SACRAMENTO, Calif. _ Former California state Sen. Ronald S. Calderon was sentenced in Los Angeles on Friday to 42 months in prison after he pleaded guilty in a federal corruption case.

The Montebello Democrat, who served in the state Senate for eight years ending in 2014, admitted in a plea deal in June that he accepted tens of thousands of dollars in bribes from undercover FBI agents and a hospital executive in return for official favors.

Federal prosecutors had asked for a five-year sentence for a charge where the maximum possible penalty was 20 years.

U.S. District Judge Christina Snyder, who handed down the sentence to Calderon, said five years was too severe but that a significant prison sentence was needed to punish Calderon and send a message to other elected officials that corruption will not be tolerated.

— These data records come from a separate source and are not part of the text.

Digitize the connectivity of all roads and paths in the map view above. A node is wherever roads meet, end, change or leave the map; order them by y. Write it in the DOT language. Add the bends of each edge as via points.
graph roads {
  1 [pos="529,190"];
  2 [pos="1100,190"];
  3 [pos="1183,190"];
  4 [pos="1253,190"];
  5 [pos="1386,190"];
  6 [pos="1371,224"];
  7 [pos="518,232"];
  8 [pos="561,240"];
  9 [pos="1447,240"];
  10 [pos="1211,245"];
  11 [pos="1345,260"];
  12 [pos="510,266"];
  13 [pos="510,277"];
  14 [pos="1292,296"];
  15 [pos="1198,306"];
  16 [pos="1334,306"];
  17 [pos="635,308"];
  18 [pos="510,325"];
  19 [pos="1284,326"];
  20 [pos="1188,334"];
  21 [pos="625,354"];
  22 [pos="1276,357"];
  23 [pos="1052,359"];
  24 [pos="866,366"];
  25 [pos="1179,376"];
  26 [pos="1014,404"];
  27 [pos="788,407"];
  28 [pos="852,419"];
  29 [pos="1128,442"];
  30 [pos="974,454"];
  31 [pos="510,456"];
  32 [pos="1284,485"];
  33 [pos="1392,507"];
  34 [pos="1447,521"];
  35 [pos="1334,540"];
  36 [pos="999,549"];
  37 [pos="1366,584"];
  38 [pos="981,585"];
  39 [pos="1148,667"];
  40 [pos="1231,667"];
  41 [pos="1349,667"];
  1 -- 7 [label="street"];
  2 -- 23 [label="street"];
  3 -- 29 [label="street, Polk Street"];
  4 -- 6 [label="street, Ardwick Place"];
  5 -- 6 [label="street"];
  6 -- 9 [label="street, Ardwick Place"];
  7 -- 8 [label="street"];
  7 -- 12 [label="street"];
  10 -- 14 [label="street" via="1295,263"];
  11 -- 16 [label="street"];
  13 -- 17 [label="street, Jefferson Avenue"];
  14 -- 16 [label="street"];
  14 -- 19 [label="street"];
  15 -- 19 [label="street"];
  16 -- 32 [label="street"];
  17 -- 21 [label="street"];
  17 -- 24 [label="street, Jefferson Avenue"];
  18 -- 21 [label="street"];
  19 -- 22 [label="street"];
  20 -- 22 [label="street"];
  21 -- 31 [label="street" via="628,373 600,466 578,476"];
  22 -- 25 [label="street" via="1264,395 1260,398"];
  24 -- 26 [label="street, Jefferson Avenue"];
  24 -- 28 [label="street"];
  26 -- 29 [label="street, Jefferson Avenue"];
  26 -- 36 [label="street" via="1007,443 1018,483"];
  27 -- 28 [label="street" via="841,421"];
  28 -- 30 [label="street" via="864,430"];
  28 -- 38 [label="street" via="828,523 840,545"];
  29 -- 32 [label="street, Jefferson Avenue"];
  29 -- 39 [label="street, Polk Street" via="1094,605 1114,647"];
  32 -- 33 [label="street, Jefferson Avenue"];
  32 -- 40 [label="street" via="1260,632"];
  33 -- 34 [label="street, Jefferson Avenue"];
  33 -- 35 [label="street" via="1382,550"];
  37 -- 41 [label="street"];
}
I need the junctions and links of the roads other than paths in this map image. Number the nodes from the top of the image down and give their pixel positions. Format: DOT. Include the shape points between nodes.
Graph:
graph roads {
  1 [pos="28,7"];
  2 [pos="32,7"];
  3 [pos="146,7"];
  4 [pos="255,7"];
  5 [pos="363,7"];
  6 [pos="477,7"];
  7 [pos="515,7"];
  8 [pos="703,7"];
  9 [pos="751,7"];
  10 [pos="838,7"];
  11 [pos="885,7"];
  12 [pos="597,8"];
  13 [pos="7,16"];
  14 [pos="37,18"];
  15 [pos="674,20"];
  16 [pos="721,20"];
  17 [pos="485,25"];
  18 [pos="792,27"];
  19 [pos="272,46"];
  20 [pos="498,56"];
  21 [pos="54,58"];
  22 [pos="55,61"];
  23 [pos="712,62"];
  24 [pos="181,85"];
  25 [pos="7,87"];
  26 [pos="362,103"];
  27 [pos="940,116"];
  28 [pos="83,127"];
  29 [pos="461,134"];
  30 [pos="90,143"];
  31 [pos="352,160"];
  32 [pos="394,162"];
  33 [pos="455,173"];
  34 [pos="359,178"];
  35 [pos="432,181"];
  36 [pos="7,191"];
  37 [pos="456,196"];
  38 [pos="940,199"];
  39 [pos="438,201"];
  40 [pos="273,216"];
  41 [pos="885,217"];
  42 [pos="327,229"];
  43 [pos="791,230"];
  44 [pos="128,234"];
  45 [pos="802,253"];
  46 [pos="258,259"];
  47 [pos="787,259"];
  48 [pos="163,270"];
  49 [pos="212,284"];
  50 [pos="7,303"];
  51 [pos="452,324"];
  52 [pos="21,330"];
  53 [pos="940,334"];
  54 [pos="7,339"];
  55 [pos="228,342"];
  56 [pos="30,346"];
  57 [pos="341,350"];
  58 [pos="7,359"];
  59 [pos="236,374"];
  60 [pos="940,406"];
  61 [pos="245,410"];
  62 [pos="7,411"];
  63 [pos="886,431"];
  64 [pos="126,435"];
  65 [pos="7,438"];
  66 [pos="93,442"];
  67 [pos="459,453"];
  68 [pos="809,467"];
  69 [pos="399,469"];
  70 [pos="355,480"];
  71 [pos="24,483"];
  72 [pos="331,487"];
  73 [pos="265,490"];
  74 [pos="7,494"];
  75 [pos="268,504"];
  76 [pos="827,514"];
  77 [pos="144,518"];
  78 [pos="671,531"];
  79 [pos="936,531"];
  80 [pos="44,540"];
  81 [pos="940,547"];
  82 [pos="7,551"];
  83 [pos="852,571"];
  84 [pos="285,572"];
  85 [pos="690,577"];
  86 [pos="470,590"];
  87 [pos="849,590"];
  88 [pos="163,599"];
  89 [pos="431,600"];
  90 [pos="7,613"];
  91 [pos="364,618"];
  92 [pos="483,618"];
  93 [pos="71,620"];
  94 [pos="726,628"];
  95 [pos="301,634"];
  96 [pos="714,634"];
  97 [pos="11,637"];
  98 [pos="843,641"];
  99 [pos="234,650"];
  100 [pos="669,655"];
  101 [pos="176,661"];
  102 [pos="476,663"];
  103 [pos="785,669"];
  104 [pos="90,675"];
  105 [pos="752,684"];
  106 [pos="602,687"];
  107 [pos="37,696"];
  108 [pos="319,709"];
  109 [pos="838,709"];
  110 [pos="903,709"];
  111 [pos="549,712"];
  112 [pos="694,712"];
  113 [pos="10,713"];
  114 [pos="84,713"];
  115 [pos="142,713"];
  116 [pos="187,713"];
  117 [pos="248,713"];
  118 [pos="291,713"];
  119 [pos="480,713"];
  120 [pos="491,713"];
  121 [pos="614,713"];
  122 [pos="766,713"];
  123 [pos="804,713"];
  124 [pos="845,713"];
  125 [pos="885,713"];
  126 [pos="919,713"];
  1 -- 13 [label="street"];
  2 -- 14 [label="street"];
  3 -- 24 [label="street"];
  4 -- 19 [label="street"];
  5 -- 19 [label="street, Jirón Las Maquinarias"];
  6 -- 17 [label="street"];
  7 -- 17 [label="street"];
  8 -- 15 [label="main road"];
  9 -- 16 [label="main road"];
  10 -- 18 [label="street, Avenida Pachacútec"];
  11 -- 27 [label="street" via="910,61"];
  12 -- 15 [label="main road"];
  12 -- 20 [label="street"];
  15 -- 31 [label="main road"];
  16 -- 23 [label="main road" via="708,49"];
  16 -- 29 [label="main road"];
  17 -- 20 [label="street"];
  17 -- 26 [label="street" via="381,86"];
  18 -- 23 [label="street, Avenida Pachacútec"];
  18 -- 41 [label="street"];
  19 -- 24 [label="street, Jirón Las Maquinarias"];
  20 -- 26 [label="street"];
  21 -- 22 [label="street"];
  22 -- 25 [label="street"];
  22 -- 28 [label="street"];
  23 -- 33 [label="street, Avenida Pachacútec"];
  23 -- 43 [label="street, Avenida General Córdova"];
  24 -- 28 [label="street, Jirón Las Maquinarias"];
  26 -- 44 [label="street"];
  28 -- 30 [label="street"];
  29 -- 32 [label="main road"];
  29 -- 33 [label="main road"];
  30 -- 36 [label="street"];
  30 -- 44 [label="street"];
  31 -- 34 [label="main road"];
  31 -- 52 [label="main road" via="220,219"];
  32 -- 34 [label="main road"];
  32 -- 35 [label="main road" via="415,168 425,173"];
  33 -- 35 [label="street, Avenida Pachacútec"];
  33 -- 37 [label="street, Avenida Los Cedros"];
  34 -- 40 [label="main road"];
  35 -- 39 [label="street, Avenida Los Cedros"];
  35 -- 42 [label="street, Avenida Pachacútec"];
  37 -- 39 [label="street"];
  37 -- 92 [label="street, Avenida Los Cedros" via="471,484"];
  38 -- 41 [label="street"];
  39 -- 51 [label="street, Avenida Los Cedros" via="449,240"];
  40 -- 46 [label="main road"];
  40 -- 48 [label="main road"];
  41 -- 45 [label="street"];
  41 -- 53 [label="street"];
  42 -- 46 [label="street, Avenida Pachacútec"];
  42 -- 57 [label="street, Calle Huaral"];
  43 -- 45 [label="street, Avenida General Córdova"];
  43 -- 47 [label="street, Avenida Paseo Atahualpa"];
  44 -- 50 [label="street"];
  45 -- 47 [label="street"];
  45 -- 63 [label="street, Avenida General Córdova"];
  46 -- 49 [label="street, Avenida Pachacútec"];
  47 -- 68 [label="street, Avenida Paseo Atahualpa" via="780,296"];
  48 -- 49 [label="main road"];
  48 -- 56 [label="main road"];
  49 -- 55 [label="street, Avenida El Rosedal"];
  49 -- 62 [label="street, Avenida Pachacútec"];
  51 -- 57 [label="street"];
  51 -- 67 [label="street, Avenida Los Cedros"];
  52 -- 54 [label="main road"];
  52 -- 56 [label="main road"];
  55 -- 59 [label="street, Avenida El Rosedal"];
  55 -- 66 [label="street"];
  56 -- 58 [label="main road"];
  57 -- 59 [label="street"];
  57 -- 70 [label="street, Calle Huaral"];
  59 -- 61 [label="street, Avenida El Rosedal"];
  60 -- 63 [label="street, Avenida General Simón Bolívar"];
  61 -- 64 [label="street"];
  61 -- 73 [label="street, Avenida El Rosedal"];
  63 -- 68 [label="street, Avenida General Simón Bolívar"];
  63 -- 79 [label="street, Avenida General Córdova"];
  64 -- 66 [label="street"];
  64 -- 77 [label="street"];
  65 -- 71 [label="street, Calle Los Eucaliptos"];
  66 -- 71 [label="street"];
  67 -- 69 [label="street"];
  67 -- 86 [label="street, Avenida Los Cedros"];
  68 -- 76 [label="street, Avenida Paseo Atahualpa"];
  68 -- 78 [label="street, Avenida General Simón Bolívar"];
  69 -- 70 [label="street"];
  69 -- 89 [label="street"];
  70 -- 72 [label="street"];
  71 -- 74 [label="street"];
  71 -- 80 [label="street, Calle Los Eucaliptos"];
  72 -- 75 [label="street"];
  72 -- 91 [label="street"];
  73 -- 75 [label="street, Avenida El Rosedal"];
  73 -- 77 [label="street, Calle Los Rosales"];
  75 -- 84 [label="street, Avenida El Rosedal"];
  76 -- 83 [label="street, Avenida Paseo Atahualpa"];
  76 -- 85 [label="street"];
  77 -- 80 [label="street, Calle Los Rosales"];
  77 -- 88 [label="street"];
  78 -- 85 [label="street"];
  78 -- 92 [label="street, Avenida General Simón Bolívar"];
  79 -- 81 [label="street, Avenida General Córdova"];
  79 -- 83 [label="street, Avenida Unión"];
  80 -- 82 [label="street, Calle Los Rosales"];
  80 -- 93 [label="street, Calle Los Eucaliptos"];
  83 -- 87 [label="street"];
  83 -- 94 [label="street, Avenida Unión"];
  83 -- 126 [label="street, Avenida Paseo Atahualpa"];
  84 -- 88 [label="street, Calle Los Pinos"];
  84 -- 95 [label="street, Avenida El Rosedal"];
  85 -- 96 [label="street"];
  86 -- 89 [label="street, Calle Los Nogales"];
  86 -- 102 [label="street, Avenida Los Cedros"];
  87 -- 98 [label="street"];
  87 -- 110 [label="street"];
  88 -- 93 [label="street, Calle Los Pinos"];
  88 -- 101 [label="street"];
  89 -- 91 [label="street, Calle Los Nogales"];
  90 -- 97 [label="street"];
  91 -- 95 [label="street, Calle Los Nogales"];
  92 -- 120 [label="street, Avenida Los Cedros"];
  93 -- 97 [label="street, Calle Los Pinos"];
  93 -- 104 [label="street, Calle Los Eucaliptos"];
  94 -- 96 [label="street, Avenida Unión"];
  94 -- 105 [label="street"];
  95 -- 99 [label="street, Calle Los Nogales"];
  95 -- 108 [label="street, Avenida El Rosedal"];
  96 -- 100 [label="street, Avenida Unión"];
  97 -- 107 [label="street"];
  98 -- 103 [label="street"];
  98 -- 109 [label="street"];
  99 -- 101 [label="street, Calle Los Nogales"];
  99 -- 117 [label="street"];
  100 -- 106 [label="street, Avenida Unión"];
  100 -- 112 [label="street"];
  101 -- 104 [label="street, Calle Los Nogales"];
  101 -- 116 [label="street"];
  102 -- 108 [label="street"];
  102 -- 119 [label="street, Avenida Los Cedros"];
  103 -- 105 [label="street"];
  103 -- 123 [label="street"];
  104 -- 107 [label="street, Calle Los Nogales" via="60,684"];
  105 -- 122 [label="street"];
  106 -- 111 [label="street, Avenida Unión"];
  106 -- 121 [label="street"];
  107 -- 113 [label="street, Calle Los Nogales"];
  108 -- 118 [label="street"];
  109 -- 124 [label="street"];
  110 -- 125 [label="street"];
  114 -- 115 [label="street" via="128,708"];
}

"The crime is significant," she said during the court hearing. "This is a true public corruption case."

After Calderon addressed the judge and did not explicitly accept responsibility for what he did, the judge said she was tempted to extend the sentence by several months, but she declined to do so.

Calderon, 59, had pleaded guilty to one count of mail fraud as part of a plea in which he admitted to accepting trips to Las Vegas, jobs for a son and daughter, and cash for him and his brother, former Assemblyman Tom Calderon.

Tom Calderon was sentenced last month to one year in federal custody for laundering bribes taken by his brother.

The Calderon family was politically powerful for decades in California. A third brother, former Assemblyman Charles Calderon, was not implicated in the corruption scandal.

Ronald Calderon's nephew, Ian Calderon, is a state assemblyman, the last family member in state elected office. He was not alleged to have any part in the corruption scheme.

Assistant U.S. Attorney Mack E. Jenkins wrote a blistering brief opposing Calderon's request to serve time with home detention or be released for the brief time he already spent in jail.

"Here, defendant's trafficking in his legislative votes (for, by contrast, over $150,000 in benefits) caused a reverberation of negative effects throughout California and put a stain not just on his career, but on the reputation of the state legislature," Jenkins wrote.